Kaum hast du dich an etwas gewöhnt, ändert es sich auch schon wieder und du musst dich neu orientieren.

Das kann man natürlich auch positiv sehen und sagen, nun denn, dann wird es auch nicht langweilig.
Pessimisten hingegen halten diese Aussage für reinen Zynismus.

Aber, aber, wer wird denn gleich?

Sehnen wir uns nicht alle, nach etwas Konstantem, etwas, an dem man sich fest halten kann?

Nun denn, die Zeiten ändern sich und aus der Sicht deines erzählenden LI's wohl nicht zum Guten.
Da kannst du noch so laut schreien, die letzten Säulen der "alten Garde" treten gerade so nach und nach ab.

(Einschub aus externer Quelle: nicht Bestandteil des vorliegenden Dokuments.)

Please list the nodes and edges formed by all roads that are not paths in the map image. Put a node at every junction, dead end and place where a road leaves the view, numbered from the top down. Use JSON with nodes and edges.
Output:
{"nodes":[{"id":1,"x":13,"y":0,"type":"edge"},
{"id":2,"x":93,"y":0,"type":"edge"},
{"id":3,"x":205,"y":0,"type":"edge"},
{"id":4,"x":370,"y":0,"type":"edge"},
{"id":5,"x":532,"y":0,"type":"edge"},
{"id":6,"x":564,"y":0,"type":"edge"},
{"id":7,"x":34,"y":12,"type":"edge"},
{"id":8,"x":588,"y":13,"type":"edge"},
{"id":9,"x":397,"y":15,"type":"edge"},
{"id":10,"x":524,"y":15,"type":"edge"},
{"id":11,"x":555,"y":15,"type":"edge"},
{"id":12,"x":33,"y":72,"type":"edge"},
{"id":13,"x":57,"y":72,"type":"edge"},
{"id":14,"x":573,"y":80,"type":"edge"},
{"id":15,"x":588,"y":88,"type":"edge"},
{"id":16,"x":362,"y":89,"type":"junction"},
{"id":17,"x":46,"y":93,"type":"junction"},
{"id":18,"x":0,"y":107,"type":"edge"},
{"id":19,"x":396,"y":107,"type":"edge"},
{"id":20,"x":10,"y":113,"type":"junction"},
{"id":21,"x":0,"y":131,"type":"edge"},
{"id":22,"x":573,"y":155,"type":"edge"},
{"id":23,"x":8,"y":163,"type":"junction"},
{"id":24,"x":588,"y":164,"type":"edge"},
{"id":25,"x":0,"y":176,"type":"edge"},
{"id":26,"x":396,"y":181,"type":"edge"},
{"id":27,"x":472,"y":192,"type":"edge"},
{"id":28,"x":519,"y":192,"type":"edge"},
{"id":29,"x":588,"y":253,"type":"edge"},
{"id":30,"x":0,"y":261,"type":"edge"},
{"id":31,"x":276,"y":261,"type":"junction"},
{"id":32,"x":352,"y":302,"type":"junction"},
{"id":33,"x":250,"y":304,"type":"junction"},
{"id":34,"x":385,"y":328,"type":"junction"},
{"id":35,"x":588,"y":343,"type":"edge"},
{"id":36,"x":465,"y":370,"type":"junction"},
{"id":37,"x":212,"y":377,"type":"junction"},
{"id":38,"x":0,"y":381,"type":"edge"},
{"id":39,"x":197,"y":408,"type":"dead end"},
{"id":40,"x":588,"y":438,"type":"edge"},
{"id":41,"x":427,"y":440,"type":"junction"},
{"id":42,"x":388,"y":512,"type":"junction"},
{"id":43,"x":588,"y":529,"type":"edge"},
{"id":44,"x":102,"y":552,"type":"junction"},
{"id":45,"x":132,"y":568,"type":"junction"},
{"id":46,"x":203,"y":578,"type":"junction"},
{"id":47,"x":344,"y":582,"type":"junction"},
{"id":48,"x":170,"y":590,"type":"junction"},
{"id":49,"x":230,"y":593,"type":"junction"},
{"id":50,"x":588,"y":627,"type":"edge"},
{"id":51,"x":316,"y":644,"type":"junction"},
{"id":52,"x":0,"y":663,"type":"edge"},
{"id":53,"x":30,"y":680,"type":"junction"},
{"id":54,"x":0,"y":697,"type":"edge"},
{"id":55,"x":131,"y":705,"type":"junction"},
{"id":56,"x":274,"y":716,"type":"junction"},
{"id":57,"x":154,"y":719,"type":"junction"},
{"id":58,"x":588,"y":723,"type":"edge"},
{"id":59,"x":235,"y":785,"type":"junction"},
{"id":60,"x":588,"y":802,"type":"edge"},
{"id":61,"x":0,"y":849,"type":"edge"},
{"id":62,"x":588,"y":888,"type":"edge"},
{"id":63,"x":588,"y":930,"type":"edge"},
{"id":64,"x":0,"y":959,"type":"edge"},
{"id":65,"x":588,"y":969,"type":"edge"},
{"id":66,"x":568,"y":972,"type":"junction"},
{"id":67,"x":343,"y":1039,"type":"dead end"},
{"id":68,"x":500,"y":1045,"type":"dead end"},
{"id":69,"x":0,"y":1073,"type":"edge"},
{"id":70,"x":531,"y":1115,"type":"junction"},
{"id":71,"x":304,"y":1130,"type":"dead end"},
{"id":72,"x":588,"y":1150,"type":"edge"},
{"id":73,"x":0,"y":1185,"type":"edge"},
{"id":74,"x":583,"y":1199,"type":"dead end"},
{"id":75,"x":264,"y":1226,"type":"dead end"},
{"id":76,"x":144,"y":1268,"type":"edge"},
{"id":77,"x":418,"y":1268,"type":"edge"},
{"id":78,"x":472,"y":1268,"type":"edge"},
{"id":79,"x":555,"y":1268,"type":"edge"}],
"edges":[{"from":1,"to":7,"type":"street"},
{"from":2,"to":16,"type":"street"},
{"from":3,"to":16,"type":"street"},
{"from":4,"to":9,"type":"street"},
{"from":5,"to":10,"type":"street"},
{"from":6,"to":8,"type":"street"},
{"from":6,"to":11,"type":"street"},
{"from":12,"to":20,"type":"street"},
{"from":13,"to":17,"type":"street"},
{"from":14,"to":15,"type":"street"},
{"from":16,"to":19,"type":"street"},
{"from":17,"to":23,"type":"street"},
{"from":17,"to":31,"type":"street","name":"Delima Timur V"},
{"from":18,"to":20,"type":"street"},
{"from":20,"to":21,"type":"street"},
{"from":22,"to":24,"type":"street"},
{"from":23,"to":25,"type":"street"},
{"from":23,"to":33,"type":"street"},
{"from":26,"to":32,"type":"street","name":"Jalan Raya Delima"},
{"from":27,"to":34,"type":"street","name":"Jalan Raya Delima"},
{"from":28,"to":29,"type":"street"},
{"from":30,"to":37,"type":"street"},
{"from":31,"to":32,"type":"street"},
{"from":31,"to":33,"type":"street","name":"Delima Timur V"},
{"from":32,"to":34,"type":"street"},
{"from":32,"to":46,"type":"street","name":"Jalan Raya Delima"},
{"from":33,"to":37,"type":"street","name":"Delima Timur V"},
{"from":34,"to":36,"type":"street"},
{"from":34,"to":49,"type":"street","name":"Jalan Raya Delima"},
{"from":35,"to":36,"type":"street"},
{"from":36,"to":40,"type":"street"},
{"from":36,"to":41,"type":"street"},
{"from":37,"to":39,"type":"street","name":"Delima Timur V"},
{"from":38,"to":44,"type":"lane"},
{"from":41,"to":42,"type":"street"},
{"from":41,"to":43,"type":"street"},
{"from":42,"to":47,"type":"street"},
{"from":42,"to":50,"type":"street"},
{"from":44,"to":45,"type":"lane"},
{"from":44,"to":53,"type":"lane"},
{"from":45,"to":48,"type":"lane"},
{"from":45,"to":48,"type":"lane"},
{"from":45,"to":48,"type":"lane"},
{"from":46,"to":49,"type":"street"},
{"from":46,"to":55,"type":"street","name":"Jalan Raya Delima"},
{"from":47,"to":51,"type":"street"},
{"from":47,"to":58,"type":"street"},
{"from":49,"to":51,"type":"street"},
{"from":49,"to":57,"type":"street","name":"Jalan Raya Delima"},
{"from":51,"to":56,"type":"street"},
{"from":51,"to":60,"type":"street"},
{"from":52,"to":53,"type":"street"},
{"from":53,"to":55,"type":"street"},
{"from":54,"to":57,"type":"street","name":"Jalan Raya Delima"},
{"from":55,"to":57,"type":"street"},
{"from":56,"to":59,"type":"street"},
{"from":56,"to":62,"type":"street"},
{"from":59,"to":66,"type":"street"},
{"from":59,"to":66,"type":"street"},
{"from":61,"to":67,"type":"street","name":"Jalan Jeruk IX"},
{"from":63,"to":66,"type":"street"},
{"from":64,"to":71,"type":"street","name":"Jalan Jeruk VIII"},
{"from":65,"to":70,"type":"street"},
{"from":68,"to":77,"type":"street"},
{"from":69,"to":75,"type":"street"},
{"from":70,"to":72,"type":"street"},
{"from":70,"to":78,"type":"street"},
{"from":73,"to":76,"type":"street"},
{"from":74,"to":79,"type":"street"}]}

Und der Otto Normalverbraucher? Der muss sich dumm stellen, denn Ehrlichkeit wird heute nicht mehr belohnt. Im Gegenteil, du musst den Mund halten, sonst bekommst du die Sanktionen zu spüren, indem du z.B. den Arbeitsplatz verlierst.

Oder sie nennen dich verrückt, weil du gegen den Strom schwimmst und isolieren dich gesellschaftlich.
Es kann sogar sein, daß sie dich im Namen Gottes in einen Krieg schicken, wenn sie es befehlen.
Und wenn du zu all dem nicht schweigst, bekommst du nicht einmal mehr ein Krümelchen vom großen Kuchen.

Das, was du wirklich denkst, verbirgst du besser, indem du dich an den richtigen Stellen gefügsam duckst.
Wenn du dir das alles zu Herzen nimmst, gehst du daran zugrunde, also tue es nicht. Das aber darfst du dann wiederum auch nicht zeigen.

Also nützt Geschrei überhaupt nichts, denn es kommt immer so, wie es kommen soll.
Die großen Kuchenstückbesitzer, sind sowieso die ersten, die es trifft.
Wenn ihnen ihr Kuchen nämlich nichts mehr nützt, sind sie aufgeschmissen.
Und auch sie wird es in den kommenden bösen Zeiten treffen, also lass den Dingen ihren Lauf.


Tja, ein fürwahr traurige und düstere Lebensanleitung für die kommenden Generationen.
Kinder, lasst euch nicht verbiegen, aber zeigt es bloß nicht.


In diesem Sinne gerne gelesen und kommentiert...


Liebe Grüße

Bis bald

Falderwald
__________________


Oh, dass ich große Laster säh', Verbrechen, blutig kolossal, nur diese satte Tugend nicht und zahlungsfähige Moral. (Heinrich Heine)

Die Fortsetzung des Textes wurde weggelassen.